Sergey: After we did this study in normal subjects and we looked at the carbon spectra, it is interesting that we didn’t see lactate in healthy subjects. There is a lot of literature about traumatic brain injury (TBI), and a lot of arguments about the role of lactate in those injuries. Is this a harmful by-product? Is it fuel for neurons as long as neurons are still functioning and becomes harmful when they are not? So my first thinking about clinical application is mild TBI. For now the approach is not localized, so I think the cases that could benefit the most are those that do not inherently require high spatial resolution.
MRMH: To address the poor sensitivity to 13C, you use the high static field of 7 T. You also mentioned another option to increase SNR would be to combine 1H decoupling with nuclear Overhauser enhancement (NOE). Could you comment on that?
Sergey: In this particular study, we were looking at the carbonyl region of the spectrum so our carbons of interest were non-protonated. If you were to also apply the 1H decoupling, you would still benefit, but to a much lesser degree than normally observed for carbon spectroscopy with directly-bonded protons. However, you would be able to remove those longer range couplings and increase a little bit of the signal to noise.
Recent work by Jun Shen’s group at the NIH implemented a low power NOE and decoupling and observed increases in SNR. We started doing similar experiments in our center with up to 50% increase in SNR in phantoms, which is very promising.
Craig: The reason why we picked on the carbonyls (non-protonated carbons) is because they are convenient to measure in the absence of NOE, but unfortunately we are throwing away an enormous amount of information from all the aliphatic (protonated) carbons. If we can do proton decoupling safely in a human at 7 tesla, the information content will be vastly greater. For this, we need the help of physicists to make sure that we have safe, convenient, broadband proton decoupling at 7 T.
MRMH: Moving forward, where would you like to take this work next?
Sergey: The biggest limitation of this work is the spatial resolution issue.
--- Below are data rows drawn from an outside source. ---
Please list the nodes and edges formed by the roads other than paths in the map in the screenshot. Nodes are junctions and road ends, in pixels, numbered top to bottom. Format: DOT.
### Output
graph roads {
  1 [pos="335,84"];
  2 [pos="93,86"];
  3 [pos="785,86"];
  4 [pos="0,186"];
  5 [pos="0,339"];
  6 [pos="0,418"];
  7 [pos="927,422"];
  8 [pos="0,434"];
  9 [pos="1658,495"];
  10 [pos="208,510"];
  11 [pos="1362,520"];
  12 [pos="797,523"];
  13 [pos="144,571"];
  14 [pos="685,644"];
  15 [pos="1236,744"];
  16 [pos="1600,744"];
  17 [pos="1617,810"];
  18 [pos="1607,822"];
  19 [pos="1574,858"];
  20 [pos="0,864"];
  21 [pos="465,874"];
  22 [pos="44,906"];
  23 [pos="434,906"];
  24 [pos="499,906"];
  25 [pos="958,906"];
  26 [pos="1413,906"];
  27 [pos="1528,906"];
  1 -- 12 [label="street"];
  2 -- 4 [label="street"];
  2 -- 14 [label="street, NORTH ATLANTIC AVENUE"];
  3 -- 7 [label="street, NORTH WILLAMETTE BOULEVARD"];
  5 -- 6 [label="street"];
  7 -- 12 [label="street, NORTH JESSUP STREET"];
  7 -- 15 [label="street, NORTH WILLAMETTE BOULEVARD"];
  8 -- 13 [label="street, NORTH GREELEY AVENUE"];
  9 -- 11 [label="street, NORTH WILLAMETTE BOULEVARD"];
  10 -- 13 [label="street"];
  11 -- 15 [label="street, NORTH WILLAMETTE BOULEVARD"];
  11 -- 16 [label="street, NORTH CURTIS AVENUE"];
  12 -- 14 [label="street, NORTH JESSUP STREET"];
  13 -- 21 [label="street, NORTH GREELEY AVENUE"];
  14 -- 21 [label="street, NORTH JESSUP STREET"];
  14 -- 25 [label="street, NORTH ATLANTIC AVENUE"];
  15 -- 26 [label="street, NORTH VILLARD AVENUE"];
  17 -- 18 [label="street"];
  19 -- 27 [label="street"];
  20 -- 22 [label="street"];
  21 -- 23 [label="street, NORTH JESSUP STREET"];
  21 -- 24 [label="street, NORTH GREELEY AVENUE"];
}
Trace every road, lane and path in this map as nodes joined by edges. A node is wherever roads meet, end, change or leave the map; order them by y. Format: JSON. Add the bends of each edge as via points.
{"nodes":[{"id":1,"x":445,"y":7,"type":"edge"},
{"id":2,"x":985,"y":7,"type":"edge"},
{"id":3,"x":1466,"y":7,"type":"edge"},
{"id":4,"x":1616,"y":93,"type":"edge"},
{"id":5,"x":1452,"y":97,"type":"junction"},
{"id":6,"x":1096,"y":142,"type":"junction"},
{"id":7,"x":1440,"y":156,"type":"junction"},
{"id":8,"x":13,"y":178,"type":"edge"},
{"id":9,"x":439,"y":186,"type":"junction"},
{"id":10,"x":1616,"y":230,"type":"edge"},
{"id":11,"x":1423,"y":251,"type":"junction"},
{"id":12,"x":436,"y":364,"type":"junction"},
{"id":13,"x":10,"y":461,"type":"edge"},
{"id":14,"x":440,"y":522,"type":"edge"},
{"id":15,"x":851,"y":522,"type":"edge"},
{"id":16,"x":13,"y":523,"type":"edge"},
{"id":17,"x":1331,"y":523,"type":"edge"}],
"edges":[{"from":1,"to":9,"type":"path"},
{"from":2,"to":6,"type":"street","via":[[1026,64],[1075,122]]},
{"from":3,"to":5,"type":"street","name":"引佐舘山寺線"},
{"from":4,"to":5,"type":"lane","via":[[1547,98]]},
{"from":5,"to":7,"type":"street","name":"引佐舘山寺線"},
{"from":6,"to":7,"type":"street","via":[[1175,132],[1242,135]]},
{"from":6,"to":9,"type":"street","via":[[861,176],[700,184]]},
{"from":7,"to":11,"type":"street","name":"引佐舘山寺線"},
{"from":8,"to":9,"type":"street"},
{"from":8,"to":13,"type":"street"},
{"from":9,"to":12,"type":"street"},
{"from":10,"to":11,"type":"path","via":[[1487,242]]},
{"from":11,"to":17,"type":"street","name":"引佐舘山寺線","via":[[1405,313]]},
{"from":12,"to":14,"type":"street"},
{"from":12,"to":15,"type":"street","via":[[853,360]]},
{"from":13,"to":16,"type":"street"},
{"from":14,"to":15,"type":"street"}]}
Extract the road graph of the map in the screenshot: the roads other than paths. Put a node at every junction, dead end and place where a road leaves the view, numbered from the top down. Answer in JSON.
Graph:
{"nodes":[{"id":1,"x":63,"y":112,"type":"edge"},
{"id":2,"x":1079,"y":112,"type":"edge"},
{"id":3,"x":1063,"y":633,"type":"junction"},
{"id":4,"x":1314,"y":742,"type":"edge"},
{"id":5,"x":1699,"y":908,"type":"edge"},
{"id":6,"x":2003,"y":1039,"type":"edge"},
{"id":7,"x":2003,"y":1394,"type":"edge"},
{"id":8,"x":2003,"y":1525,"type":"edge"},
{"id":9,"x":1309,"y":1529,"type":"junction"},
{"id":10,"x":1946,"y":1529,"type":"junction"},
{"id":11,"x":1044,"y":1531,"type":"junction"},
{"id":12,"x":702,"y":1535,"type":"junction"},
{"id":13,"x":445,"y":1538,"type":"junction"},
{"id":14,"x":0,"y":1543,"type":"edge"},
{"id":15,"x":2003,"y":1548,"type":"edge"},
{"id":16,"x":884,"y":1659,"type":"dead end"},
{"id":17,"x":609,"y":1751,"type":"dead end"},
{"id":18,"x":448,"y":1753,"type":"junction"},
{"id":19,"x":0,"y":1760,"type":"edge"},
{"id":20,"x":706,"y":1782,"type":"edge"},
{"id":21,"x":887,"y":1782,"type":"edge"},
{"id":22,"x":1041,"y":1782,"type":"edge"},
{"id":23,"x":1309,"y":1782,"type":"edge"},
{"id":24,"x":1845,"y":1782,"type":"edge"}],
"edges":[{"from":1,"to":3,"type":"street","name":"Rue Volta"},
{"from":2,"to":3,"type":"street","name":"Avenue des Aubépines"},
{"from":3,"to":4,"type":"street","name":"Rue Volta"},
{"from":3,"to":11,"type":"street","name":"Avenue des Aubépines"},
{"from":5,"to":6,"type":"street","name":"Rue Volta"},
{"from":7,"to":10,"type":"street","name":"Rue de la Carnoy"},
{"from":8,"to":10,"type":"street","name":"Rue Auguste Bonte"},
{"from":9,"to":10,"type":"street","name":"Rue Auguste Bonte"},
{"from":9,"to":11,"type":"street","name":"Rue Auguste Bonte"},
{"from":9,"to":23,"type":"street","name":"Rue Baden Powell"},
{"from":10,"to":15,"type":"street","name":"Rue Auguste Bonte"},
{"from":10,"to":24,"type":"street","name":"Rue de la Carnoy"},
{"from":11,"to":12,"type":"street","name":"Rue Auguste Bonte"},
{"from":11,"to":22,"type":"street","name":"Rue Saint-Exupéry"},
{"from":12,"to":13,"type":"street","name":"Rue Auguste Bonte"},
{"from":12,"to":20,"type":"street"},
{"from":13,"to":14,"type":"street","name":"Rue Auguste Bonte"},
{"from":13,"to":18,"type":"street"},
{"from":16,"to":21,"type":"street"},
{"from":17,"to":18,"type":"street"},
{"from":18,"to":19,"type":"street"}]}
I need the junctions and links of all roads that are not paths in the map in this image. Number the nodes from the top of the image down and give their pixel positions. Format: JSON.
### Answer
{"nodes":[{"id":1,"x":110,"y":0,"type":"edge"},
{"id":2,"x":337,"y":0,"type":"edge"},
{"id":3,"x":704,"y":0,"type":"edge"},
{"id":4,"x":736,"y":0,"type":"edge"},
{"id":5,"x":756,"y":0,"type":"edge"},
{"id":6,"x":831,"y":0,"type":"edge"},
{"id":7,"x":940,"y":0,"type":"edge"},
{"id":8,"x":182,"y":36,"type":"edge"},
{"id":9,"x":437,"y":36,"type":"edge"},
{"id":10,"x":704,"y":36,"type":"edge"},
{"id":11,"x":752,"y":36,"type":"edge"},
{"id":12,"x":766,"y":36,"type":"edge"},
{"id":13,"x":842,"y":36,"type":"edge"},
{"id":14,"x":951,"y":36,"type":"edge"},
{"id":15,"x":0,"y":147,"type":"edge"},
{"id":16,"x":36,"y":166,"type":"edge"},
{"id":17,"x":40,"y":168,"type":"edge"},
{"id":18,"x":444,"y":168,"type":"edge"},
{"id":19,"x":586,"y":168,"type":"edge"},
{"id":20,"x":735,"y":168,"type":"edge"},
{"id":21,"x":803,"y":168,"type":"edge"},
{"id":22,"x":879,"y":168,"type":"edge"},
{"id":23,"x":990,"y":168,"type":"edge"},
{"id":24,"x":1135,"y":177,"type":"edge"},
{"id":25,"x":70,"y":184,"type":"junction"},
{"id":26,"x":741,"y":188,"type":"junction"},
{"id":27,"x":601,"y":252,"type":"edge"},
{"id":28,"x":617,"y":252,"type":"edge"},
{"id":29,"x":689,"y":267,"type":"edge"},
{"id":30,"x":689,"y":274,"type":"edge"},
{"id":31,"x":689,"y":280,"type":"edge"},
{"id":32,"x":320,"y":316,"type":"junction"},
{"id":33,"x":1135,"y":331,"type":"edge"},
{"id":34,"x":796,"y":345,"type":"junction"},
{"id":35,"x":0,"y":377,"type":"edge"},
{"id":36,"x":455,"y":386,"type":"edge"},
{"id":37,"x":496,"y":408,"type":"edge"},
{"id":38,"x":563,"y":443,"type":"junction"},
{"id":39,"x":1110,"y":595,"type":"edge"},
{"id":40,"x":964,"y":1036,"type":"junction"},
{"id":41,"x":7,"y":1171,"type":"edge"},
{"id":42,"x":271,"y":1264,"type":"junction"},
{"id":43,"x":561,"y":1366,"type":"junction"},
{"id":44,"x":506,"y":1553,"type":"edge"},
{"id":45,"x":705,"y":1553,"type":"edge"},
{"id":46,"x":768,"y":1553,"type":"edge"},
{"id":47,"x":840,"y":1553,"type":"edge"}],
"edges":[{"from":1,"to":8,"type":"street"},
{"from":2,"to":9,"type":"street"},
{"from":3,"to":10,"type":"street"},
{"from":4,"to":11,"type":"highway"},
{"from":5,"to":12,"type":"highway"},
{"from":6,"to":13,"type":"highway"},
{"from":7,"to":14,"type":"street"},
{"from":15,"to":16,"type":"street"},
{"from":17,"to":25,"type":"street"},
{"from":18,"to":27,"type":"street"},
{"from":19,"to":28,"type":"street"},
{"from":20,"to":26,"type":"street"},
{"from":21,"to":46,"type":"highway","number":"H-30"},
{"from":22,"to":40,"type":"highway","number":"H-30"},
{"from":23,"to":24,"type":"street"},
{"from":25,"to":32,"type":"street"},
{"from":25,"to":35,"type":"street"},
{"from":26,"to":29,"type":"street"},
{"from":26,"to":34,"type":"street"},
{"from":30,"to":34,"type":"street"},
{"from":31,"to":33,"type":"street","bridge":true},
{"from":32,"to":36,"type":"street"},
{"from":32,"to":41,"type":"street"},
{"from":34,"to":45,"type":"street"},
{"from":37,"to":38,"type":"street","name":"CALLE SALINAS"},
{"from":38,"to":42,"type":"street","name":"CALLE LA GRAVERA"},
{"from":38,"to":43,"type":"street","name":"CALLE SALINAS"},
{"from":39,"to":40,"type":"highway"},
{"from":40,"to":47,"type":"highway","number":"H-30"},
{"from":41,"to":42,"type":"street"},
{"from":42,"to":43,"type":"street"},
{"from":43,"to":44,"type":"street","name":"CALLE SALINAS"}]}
We have several related projects going on currently aimed to develop carbon phased arrays and multinuclear, multi-channel infrastructure, which could give us an additional gain in SNR. Then, we will test that our method is clinically applicable.
Craig: Even if I am interested in detection of glutamate, glutamine, bicarbonate, absence of lactate, etc., it is impossible to imagine clinical applications with zero spatial resolution. If we want to translate this to a real clinical impact, we need better spatial resolution. The coils that we are using are sub-optimal, so this is our highest priority.